START Available records
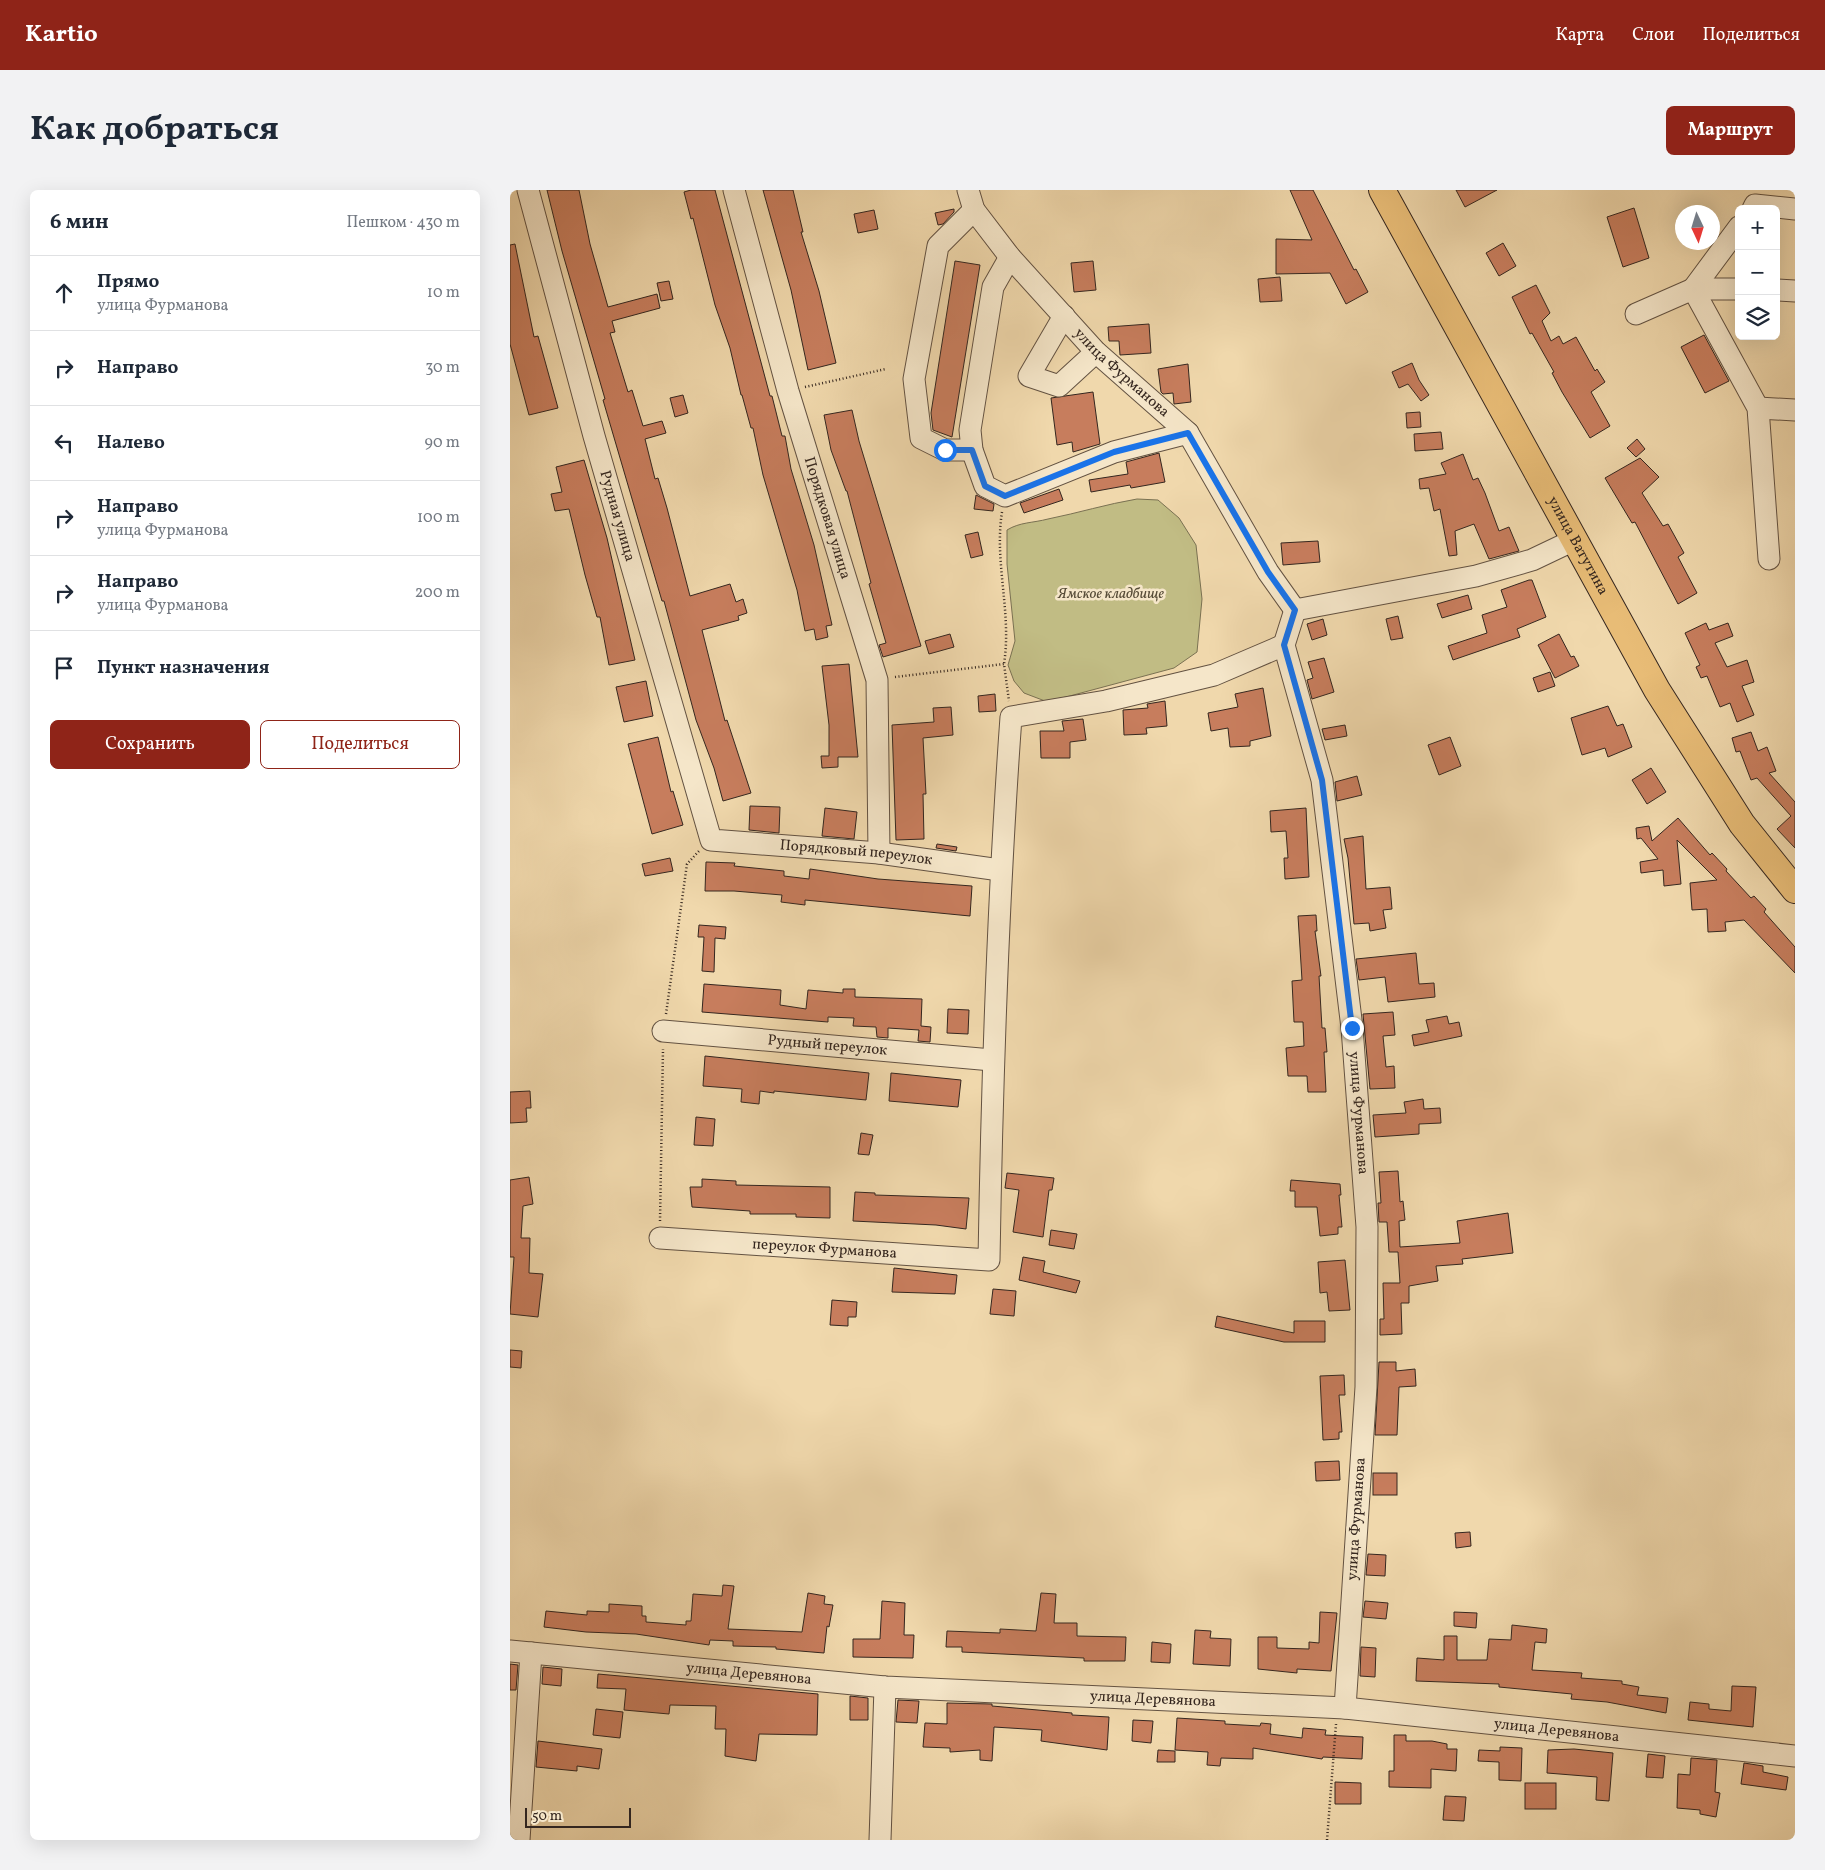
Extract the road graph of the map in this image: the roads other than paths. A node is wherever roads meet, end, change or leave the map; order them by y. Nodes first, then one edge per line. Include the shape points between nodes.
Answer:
1 (528, 190) edge
2 (734, 190) edge
3 (968, 190) edge
4 (1382, 190) edge
5 (1755, 201) edge
6 (1795, 209) edge
7 (974, 210) junction
8 (1735, 232) edge
9 (1010, 257) junction
10 (1693, 289) junction
11 (1735, 290) edge
12 (1780, 290) edge
13 (1795, 290) edge
14 (1636, 314) dead end
15 (1064, 316) junction
16 (1096, 352) junction
17 (1758, 408) junction
18 (1795, 410) edge
19 (1188, 433) junction
20 (972, 450) junction
21 (1574, 540) junction
22 (1768, 559) dead end
23 (1295, 610) junction
24 (1284, 645) junction
25 (711, 840) joint
26 (878, 853) junction
27 (1000, 870) junction
28 (1795, 890) edge
29 (663, 1031) road end
30 (992, 1060) junction
31 (660, 1238) road end
32 (510, 1651) edge
33 (531, 1653) junction
34 (885, 1687) junction
35 (1345, 1708) junction
36 (1795, 1756) edge
37 (518, 1840) edge
38 (880, 1840) edge

1 - 25 street, Рудная улица via 597,445
2 - 26 street, Порядковая улица via 788,391 876,680
3 - 7 street, улица Фурманова
4 - 21 main road, улица Ватутина
5 - 6 street
7 - 9 street, улица Фурманова
7 - 20 street via 938,246 914,379 921,438 945,450
8 - 10 street
9 - 15 street, улица Фурманова
9 - 20 street via 993,287 970,430
10 - 11 street
10 - 14 street
10 - 17 street
12 - 13 street
15 - 16 street, улица Фурманова
15 - 16 street via 1029,376 1059,386
16 - 19 street, улица Фурманова
17 - 18 street
17 - 22 street
19 - 20 street via 1114,452 1005,496 985,486
19 - 23 street, улица Фурманова via 1268,572
21 - 23 street via 1532,560 1476,576
21 - 28 main road, улица Ватутина via 1657,690 1742,824
23 - 24 street
24 - 27 street via 1214,675 1106,701 1010,717
24 - 35 street, улица Фурманова via 1322,780 1352,1028 1367,1228 1366,1387
25 - 26 street, Порядковый переулок
26 - 27 street, Порядковый переулок
27 - 30 street
29 - 30 street, Рудный переулок
30 - 31 street, переулок Фурманова via 988,1260
32 - 33 street, улица Деревянова
33 - 34 street, улица Деревянова
33 - 37 street
34 - 35 street, улица Деревянова
34 - 38 street
35 - 36 street, улица Деревянова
END Available records
Action item
Scan the records above, count the lines with "Ватутина" in them, and give only the number.

Response to this task
2